Out on the Limb Tree Service, LLC has built up a large contingent of trucks and equipment over its 21 years in business, but the acquisition of a Black Splitter S2 800 Cone Splitter from Ransome Attachments in 2018 has brought a new level of versatility to this tree service operation. The company provides a range of services including tree removal, pruning, chipping, and stump grinding to residential, commercial, and government customers within a 35-mile radius of its Seymour, Connecticut headquarters.
Owner Adam Lieder recalls the search: “We have land clearing guys with shears, but we didn’t have an excavator large enough to bust up big wood,” he says. “We looked at other avenues that would allow us to process some of our bigger wood into more manageable pieces.”
The landscaper found the Black Splitter through an internet search. After making a positive connection with owner Eric Ransome, the company was convinced that the S2 800 was the right fit for its machine and operation.
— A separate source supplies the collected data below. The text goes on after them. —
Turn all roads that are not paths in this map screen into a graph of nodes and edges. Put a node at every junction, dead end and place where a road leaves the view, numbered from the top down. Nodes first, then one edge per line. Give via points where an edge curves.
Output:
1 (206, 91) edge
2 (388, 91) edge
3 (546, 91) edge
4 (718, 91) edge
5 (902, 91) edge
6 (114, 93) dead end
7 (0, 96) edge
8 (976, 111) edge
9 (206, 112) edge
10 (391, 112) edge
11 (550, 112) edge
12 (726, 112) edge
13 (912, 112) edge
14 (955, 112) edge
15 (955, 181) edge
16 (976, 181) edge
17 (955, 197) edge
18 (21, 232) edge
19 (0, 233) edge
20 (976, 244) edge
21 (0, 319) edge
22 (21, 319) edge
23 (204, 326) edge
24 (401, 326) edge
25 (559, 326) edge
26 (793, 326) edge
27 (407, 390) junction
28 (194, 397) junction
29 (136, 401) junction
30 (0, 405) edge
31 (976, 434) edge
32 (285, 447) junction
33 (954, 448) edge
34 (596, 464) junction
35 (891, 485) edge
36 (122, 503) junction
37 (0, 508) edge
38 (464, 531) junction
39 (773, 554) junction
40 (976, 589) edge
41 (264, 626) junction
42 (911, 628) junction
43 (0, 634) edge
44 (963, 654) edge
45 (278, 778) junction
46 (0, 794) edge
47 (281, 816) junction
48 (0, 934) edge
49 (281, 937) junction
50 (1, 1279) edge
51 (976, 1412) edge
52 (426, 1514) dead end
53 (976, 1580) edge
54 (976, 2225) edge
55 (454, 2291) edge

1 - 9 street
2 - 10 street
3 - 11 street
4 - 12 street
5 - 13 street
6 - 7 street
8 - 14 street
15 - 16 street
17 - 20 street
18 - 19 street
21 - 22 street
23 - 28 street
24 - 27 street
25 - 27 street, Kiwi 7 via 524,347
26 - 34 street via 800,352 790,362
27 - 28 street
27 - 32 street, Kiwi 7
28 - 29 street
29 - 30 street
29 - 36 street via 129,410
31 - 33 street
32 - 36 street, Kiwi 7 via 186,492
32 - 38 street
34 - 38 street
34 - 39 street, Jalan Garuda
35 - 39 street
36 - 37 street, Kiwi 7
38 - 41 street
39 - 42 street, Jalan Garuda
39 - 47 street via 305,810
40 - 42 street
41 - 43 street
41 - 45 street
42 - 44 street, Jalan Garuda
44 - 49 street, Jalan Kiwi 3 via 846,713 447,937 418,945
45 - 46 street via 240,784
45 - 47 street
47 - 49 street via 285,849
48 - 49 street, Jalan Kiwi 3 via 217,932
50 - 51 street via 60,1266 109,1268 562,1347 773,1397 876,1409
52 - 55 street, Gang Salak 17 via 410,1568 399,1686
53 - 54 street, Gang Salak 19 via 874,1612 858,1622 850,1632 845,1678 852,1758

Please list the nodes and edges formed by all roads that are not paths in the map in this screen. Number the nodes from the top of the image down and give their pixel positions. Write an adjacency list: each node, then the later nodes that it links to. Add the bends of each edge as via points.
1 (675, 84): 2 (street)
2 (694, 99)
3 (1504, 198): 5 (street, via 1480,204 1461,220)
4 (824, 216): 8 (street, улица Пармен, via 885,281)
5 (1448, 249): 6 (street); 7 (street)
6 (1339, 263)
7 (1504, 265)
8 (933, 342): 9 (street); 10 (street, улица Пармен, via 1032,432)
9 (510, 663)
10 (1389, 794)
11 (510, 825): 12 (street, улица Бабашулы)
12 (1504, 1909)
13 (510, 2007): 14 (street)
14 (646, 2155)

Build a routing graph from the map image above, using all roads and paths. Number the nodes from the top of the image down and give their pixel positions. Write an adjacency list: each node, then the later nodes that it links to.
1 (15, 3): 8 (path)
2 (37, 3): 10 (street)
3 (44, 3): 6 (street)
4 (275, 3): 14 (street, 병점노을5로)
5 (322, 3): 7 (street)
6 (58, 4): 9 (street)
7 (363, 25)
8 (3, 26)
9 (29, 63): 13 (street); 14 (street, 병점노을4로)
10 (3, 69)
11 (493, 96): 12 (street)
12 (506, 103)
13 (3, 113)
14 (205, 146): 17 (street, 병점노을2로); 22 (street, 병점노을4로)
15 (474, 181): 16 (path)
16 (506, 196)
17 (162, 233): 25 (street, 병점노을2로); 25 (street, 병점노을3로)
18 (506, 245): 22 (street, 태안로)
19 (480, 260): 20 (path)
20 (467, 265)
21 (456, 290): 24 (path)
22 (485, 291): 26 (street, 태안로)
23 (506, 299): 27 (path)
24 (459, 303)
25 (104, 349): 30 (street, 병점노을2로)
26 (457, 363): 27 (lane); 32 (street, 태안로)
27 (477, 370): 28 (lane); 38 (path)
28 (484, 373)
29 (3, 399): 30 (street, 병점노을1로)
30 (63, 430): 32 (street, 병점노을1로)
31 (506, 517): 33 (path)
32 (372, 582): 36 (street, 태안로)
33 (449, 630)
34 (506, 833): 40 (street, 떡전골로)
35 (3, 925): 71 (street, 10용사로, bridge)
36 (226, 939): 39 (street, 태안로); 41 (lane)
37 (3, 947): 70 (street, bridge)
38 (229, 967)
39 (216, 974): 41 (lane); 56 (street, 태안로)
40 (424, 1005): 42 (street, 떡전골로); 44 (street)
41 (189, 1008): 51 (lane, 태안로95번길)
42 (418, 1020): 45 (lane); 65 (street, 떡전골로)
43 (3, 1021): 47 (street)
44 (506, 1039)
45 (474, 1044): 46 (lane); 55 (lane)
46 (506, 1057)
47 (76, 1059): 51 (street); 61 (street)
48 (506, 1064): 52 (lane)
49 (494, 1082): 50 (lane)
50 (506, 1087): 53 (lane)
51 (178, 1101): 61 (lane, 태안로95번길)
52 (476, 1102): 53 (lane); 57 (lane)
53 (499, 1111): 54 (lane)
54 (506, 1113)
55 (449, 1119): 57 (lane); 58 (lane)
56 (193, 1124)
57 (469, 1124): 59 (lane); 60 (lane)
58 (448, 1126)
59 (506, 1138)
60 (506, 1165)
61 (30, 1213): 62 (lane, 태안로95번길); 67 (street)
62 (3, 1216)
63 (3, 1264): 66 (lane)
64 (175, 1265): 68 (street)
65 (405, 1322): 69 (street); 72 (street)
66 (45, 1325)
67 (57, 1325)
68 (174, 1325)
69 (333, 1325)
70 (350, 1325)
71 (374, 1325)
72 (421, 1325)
Out on the Limb’s previous process needed improvement, according to Lieder. “We were just trying to just get rid of nasty bones wherever we could, he says with a laugh. “We were basically cutting it down to firewood size and putting it on the log splitter.”
The S2 800 is designed to fit all sizes of compact excavators, but Out on the Limb has it mounted on a Bobcat E45 Mini Excavator. A quick coupler allows for a quick switch between machines as needed. The Black Splitter can usually be found processing wood in the company’s yard, or in tow on a trailer to a local work site. Most onsite removals and cuts are done with a rotating grapple, but Out on the Limb often uses the Black Splitter to breakdown larger, gnarlier trees and stumps.
Seymour and surrounding towns are heavily wooded with an abundance of mature trees so Out on the Limb often takes down and disposes of large, off-size timber. Logs under eight feet cannot be sold, and yet they’re also too large to dispose of easily. “With the Black Splitter, we can take these large, knotty sections, bust them down into a manageable size, chip it, and sell the chips,” he says. “We can also break down six-footers into four sections and drop it off at someone’s house for a pack of cheap firewood.”
The S2 800 is in its glory back at the yard when processing and feeding wood to a Morbark 20/36 Whole Tree Drum Chipper. The crew usually sorts garbage wood and logs into separate piles and begins breaking them down when the mound gets too large. “When we’re in processing mode, we throw the Black Splitter on and hammer down,” says Lieder.
The increased productivity is noticeable but the greater value for Out on the Limb is in being able to turn once unusable materials into a new revenue stream. “We’re taking byproducts that we couldn’t do anything with and turning them into a usable product,” Lieder says.
Out on the Limb re-grinds wood chips and dyes them to make mulch. The finished product is sold to commercial customers and given to homeowners for free because there is no demand for the chips with the abundance of trees in this part of Connecticut. “These chips are usable product to somebody somewhere, and they’re easy to get rid of because homeowners like them,” he says. “Now I can keep Joe Smith happy because he gets a free load of wood chips and I don’t have to look at this big, gnarly piece of pine that I have no use for.”
Lieder says his crews deal with virtually every type of northeastern tree including Pine, Oak, Ash, Hickory, Maple, Spruce, and Hemlock. Out on the Limb has not encountered any wood that the Black Splitter could not handle, but they find Hickory to be the most challenging because of its stringiness. In these cases, the excavator operator simply engages the spinning motion of the S2 800 and sweeps between the log sections to break the strands.
Out on the Limb’s use of the Black Splitter is sporadic. “We don’t run the S2 800 every day, but a few weeks ago we ran it for a week straight,” Lieder says. “I couldn’t even tell you how many hundreds of yards of wood chips we produced.”
The S2 800 also helps with a trend among homeowners that’s resulting in increased processing for Out on the Limb. Homeowners in decades past often asked for firewood to be left on site, as opposed to today’s homeowners that want everything hauled away.
This means less time in the field breaking down wood and cleaning up sawdust and more time hauling and processing it. “It’s cheaper for us to just haul it offsite and try to figure out something later than it is to sit there and cut up firewood and sawdust in someone’s yard,” Lieder says. “It’s a win-win because I don’t have to clean up sawdust in the yard and we’re making a bad byproduct into good byproduct, which is obviously the number one goal.”
Lieder sees the possibility of buying a larger excavator and Black Splitter model in the future. “If we keep on growing, we’ll probably add another bigger Black Splitter and keep on doing what we’re doing,” he says. “It seems to be working.